Il calo del mercato si è esteso a molti settori azionari. All'interno del gruppo VN30, anche VNM ha perso il 2,8%, MSN è scesa nuovamente del 2,8% dopo diverse sedute positive, e VRE ha ceduto il 2,3%...
Nel settore dei titoli, una serie di azioni di grandi e piccole società come VDS, FTS, VCI, SSI, BSI, HCM... hanno registrato cali superiori al 2%, influenzando significativamente il sentiment degli investitori. Tuttavia, non tutti i titoli hanno subito un calo; alcuni, come CTS e AGR, sono andati controcorrente.
Data la sua natura altamente speculativa, il settore immobiliare non è stato immune alle fluttuazioni generali del mercato. DIG ha perso il 2,9%, HQC ha perso il 2,9%, CEO ha perso il 2,6% e NVL ha perso il 2,4%.
Sul fronte positivo, i titoli che hanno avuto il maggiore impatto sull'indice VN oggi includono NAB, HVN, DCM, DGW, BCM, LGC... Tra questi, NAB ha contribuito con 0,26 punti, con un aumento del 6,3%, e HVN ha contribuito con 0,16 punti, con un aumento del 2,3%.
Alcuni titoli dei settori dei fertilizzanti e della vendita al dettaglio hanno registrato movimenti piuttosto positivi, fornendo a tratti slancio a lievi recuperi del mercato durante la seduta. Titoli del settore dei fertilizzanti come DCM sono saliti del 3,2%, LAS del 2,5% e DDV del 2,4%... Analogamente, nel settore alimentare, PAN è aumentata del 4% e DBC dell'1%...

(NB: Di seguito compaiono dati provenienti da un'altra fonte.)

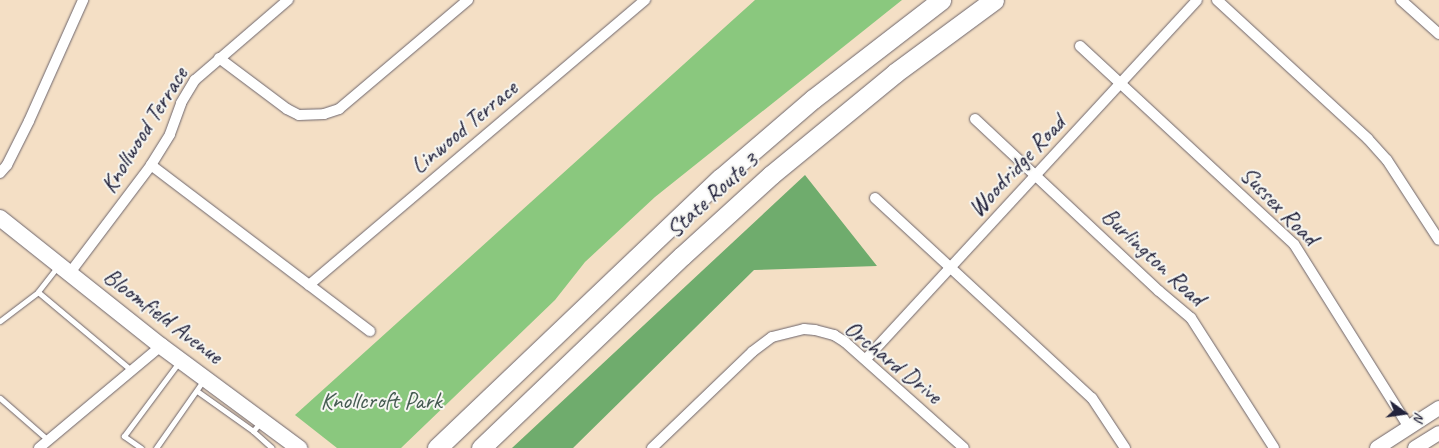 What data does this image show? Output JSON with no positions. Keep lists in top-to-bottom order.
{
  "streets": {
    "highway": ["State Route 3"],
    "main road": ["Bloomfield Avenue"],
    "street": [
      "Linwood Terrace",
      "Knollwood Terrace",
      "Woodridge Road",
      "Sussex Road",
      "Burlington Road",
      "Orchard Drive"
    ]
  },
  "crossings": [
    ["Knollwood Terrace", "Bloomfield Avenue"],
    ["Woodridge Road", "Sussex Road"],
    ["Woodridge Road", "Burlington Road"],
    ["Woodridge Road", "Orchard Drive"]
  ],
  "parks": ["Knollcroft Park"],
  "north": "right"
}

Alla chiusura delle contrattazioni, il VN-Index è sceso di 21,11 punti (-1,66%) a 1.247,35 punti. Sul mercato HNX si sono registrati 89 titoli in rialzo, 408 in ribasso e 55 invariati. L'HNX-Index è sceso di 1,04 punti (-0,44%) a 236,32 punti. Sul mercato HNX si sono registrati 62 titoli in rialzo, 112 in ribasso e 64 invariati. L'UPCoM-Index è sceso di 0,37 punti (-0,41%) a 91,23 punti.

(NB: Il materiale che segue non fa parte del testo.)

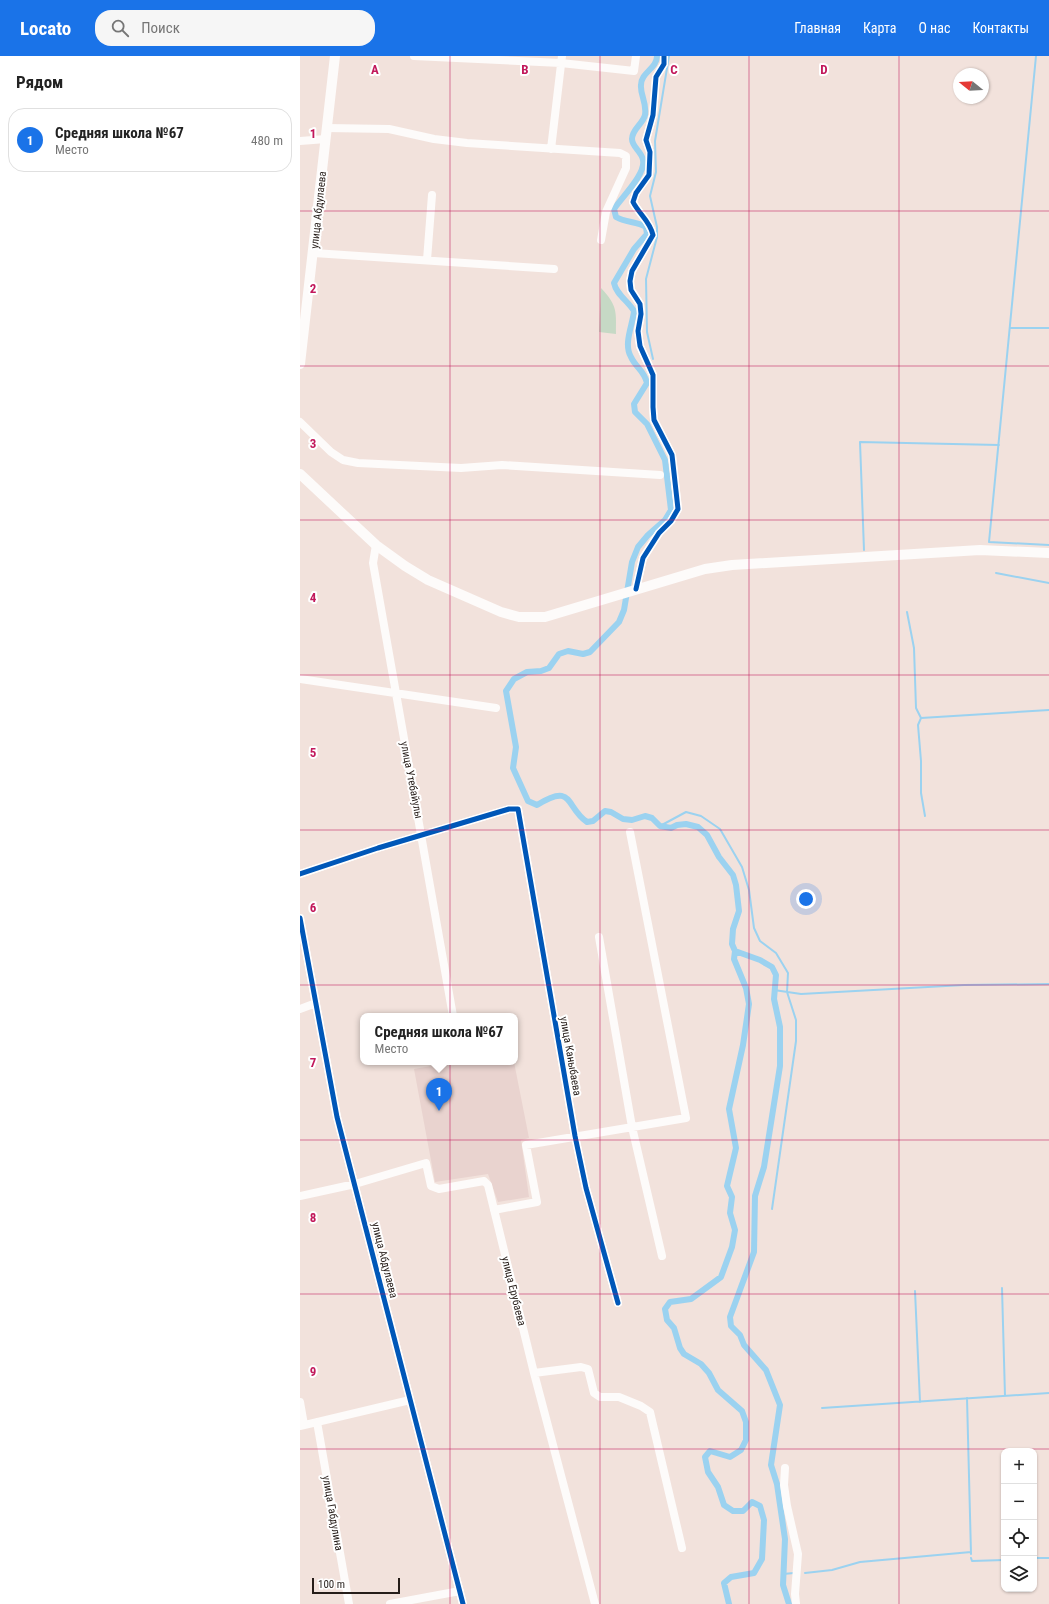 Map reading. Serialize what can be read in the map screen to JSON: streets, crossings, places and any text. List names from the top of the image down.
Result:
{
  "streets": {
    "main road": ["улица Абдулаева"],
    "street": [
      "улица Утебайулы",
      "улица Каныбаева",
      "улица Ерубаева",
      "улица Габдулина"
    ]
  },
  "crossings": [
    ["улица Абдулаева", "улица Ерубаева"],
    ["улица Утебайулы", "улица Каныбаева"]
  ],
  "scale_bar": "100 m",
  "north": "left",
  "page": {
    "header": "Locato",
    "search": "Поиск",
    "nav": [
      "Главная",
      "Карта",
      "О нас",
      "Контакты"
    ],
    "heading": "Рядом",
    "list": [
      {
        "mark": "1",
        "name": "Средняя школа №67",
        "note": "Место",
        "value": "480 m"
      }
    ],
    "popup": ["Средняя школа №67", "Место"],
    "pins": "1",
    "map_buttons": ["+", "−"],
    "scale": "100 m"
  },
  "grid": {
    "columns": [
      "A",
      "B",
      "C",
      "D"
    ],
    "rows": [
      "1",
      "2",
      "3",
      "4",
      "5",
      "6",
      "7",
      "8",
      "9"
    ]
  }
}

La liquidità è aumentata vertiginosamente, con un valore totale degli scambi sulla Borsa di Ho Chi Minh (HoSE) superiore a 32.500 miliardi di VND, in aumento del 30% rispetto alla sessione precedente. Sulla Borsa di Hong Kong (HNX), il valore degli scambi ha raggiunto i 2.601 miliardi di VND, mentre sulla Borsa di Hong Kong (UPCoM) si è attestato a 770 miliardi di VND. Il dong vietnamita (VND) ha registrato oggi un volume di scambi pari a 65,5 milioni di unità, con un forte rialzo all'inizio della sessione, ma a causa delle fluttuazioni negative del mercato, ha chiuso al prezzo di riferimento. MBB e HPG hanno registrato volumi di scambio rispettivamente di 49,4 milioni e 47 milioni di azioni.
Gli investitori stranieri hanno registrato la quarta sessione consecutiva di vendite nette sulla Borsa di Ho Chi Minh (HoSE), per un valore di 666 miliardi di VND. Allo stesso tempo, hanno acquistato azioni per 50 miliardi di VND sulla Borsa di Hong Kong (HNX) e venduto una piccola quantità di azioni, pari a 1,5 miliardi di VND, sulla Borsa di Hong Kong (UPCoM). Le vendite nette più consistenti da parte degli investitori stranieri si sono concentrate sulle azioni di VNM, per un valore di 127 miliardi di VND. Seguono le vendite nette di VPB e KBC, rispettivamente per 106 miliardi e 80 miliardi di VND. Anche VND, SSI, CTG, SAB e altri titoli hanno registrato significative vendite nette. Al contrario, KDH è stato il titolo con il maggior numero di acquisti netti da parte degli investitori stranieri, con 71 miliardi di VND. Anche DGW ha registrato acquisti netti per 64 miliardi di VND.